Exercise requirements
Quote every line from the top of the listing down to and including the line that contains "pinky mcp: (390, 279)".

Available records
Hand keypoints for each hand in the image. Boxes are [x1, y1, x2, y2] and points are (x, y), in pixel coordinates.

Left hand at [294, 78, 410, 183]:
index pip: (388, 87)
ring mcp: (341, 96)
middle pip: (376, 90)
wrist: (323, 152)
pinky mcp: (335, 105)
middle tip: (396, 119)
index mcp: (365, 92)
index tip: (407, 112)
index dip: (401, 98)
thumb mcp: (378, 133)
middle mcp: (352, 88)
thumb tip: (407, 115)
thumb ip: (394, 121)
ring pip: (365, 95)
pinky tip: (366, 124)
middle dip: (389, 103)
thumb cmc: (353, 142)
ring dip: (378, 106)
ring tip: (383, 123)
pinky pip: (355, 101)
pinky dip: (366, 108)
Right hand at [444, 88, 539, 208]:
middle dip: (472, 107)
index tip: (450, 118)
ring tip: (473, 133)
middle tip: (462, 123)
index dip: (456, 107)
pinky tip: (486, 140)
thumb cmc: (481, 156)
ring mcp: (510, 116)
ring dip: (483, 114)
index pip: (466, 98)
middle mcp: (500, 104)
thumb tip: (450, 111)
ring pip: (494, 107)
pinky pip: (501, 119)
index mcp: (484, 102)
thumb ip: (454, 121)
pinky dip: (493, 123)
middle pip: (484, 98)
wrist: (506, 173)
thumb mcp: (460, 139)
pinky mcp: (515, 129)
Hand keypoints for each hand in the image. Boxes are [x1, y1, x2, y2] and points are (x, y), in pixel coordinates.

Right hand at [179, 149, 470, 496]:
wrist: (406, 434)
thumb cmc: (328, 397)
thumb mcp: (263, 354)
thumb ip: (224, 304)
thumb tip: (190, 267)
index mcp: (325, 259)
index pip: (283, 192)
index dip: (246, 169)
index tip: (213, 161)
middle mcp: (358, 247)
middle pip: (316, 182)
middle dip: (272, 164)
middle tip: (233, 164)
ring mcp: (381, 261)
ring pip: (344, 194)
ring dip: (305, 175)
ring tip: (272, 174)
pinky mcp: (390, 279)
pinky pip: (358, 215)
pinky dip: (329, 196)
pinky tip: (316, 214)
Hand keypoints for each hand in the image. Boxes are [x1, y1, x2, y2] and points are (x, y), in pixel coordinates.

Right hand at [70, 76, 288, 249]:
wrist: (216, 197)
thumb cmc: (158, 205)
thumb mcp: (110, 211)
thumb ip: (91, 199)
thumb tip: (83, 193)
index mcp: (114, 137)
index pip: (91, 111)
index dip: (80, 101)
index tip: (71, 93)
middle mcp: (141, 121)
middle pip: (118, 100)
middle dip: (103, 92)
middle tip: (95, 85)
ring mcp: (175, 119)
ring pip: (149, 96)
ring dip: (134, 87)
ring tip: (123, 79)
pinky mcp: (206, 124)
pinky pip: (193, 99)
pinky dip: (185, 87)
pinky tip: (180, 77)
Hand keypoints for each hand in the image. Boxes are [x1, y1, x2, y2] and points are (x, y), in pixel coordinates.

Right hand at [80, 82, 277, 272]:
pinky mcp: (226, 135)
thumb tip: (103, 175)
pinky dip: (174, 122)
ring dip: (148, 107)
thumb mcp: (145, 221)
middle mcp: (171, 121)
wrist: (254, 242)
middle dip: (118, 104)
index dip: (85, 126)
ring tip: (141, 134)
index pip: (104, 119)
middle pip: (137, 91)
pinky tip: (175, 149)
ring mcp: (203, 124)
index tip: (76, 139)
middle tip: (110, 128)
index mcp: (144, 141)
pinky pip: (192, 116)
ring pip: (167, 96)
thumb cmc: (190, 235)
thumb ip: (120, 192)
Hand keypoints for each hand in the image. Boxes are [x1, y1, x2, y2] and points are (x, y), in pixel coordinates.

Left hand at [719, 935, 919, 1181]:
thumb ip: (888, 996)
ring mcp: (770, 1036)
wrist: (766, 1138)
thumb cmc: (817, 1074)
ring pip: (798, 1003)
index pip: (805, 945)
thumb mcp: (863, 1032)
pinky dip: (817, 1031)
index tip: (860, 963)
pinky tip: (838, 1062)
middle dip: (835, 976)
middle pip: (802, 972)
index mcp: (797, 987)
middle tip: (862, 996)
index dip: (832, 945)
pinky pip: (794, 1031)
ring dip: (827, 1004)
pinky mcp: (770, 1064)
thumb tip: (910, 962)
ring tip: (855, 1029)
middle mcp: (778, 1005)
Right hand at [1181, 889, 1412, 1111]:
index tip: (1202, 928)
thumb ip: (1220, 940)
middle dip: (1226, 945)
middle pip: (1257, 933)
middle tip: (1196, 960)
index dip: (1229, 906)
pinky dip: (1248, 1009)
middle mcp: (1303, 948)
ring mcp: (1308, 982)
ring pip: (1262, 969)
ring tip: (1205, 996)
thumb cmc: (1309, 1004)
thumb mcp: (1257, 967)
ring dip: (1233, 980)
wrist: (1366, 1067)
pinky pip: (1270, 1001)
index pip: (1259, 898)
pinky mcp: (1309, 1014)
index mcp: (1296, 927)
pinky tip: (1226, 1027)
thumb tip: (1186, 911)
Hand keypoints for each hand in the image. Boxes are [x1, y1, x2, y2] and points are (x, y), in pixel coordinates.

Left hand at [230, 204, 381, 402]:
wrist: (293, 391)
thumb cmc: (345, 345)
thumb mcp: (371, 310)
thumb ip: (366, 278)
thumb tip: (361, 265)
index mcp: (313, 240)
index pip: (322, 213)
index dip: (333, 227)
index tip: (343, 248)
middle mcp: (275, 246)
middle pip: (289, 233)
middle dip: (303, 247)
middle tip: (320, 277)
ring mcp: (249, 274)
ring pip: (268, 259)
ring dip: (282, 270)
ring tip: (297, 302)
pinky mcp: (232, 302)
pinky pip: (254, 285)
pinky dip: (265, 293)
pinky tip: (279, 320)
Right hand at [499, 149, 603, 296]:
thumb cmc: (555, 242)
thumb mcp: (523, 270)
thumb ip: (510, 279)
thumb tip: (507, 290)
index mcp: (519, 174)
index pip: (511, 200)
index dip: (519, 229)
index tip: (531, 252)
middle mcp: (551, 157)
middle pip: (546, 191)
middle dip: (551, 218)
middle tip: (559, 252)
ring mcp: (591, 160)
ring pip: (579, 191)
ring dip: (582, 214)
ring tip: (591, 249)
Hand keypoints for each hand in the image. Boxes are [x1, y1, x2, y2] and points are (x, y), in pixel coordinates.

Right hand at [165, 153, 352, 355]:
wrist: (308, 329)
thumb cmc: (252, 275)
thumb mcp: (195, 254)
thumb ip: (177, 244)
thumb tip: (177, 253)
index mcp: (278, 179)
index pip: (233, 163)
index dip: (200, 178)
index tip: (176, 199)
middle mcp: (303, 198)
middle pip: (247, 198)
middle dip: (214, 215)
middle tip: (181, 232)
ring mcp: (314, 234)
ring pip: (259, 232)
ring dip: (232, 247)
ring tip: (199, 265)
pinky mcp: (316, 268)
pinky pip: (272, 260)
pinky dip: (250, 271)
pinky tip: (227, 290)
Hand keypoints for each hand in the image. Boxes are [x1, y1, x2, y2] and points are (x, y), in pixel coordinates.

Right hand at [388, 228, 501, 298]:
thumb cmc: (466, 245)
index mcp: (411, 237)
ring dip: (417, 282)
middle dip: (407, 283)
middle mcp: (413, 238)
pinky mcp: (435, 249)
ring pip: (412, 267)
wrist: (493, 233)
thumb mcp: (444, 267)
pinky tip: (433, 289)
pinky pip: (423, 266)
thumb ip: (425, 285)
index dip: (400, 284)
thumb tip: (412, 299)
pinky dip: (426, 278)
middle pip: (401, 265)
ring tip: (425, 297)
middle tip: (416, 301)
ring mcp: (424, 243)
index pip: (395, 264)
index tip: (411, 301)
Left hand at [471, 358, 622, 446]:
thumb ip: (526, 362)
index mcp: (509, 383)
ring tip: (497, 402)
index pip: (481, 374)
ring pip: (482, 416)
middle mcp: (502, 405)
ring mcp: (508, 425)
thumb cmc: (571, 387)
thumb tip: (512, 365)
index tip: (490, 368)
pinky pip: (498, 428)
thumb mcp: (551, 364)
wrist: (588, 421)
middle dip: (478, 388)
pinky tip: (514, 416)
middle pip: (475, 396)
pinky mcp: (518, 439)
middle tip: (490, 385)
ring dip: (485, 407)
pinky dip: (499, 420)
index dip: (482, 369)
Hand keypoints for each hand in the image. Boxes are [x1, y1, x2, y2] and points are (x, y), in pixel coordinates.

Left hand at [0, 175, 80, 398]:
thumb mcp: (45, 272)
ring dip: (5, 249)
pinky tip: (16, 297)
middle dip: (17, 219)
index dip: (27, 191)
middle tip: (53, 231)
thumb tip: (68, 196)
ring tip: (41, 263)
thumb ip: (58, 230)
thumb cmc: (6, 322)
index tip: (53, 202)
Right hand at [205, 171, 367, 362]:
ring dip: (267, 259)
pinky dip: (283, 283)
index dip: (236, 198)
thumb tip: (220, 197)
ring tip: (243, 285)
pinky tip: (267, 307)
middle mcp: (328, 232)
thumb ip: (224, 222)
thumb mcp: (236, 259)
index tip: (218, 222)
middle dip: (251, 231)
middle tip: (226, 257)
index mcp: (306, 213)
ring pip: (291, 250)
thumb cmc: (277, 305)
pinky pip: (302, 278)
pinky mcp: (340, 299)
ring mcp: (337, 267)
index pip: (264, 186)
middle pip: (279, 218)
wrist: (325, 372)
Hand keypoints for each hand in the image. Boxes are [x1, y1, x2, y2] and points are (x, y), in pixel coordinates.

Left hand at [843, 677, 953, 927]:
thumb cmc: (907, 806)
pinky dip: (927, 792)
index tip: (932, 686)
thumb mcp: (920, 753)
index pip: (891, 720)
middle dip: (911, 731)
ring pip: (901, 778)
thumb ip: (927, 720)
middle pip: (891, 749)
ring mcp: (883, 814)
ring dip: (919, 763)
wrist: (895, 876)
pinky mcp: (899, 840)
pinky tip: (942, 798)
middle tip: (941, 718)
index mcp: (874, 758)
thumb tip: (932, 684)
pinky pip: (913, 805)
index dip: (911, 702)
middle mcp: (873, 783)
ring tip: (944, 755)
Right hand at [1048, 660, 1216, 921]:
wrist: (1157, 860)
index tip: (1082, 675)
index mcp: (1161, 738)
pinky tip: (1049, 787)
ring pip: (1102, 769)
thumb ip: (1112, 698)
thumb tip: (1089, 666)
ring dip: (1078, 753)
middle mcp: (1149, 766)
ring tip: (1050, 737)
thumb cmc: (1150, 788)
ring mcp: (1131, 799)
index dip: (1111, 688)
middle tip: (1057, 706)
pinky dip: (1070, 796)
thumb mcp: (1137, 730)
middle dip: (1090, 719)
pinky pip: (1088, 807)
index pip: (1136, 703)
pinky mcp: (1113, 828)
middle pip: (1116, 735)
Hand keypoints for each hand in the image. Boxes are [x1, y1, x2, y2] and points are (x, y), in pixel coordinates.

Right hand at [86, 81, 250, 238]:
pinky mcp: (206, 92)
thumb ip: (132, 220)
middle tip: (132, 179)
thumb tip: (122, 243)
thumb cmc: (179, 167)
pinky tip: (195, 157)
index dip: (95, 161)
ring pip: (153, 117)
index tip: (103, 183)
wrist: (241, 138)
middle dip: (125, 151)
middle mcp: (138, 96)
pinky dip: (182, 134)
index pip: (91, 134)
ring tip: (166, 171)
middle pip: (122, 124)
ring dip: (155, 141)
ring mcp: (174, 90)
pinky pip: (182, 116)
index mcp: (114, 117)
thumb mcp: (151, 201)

Solution for this exercise
Hand keypoints for each hand in the image. Boxes are [x1, y1, x2, y2] and points are (x, y), in pixel coordinates.

Left hand at [294, 78, 410, 183]:
index pip: (388, 87)
ring mcp: (341, 96)
middle pip: (376, 90)
wrist: (323, 152)
pinky mcp: (335, 105)
middle tip: (396, 119)
index mcp: (365, 92)
index tip: (407, 112)
index dip: (401, 98)
thumb mcp: (378, 133)
middle mcp: (352, 88)
thumb tip: (407, 115)
thumb ip: (394, 121)
ring pip: (365, 95)
pinky tip: (366, 124)
middle dip: (389, 103)
thumb cmc: (353, 142)
ring dip: (378, 106)
ring tip: (383, 123)
pinky pip: (355, 101)
pinky dip: (366, 108)
Right hand at [444, 88, 539, 208]:
middle dip: (472, 107)
index tip: (450, 118)
ring tip: (473, 133)
middle tip: (462, 123)
index dip: (456, 107)
pinky tip: (486, 140)
thumb cmc: (481, 156)
ring mcp: (510, 116)
ring dip: (483, 114)
index pip: (466, 98)
middle mcp: (500, 104)
thumb tip: (450, 111)
ring pip: (494, 107)
pinky pip: (501, 119)
index mcp: (484, 102)
thumb ip: (454, 121)
pinky dip: (493, 123)
middle pip: (484, 98)
wrist: (506, 173)
thumb mcp: (460, 139)
pinky mcp: (515, 129)
Hand keypoints for each hand in the image. Boxes are [x1, y1, x2, y2] and points are (x, y), in pixel coordinates.

Right hand at [179, 149, 470, 496]:
wrist: (406, 434)
thumb cmc: (328, 397)
thumb mcp: (263, 354)
thumb ip: (224, 304)
thumb tip: (190, 267)
index mcp: (325, 259)
index pip: (283, 192)
index dip: (246, 169)
index tip: (213, 161)
middle mcp: (358, 247)
middle pip: (316, 182)
middle dip: (272, 164)
middle tip: (233, 164)
ring mcp: (381, 261)
ring pip: (344, 194)
ring dip: (305, 175)
ring tip: (272, 174)
pinky mcp: (390, 279)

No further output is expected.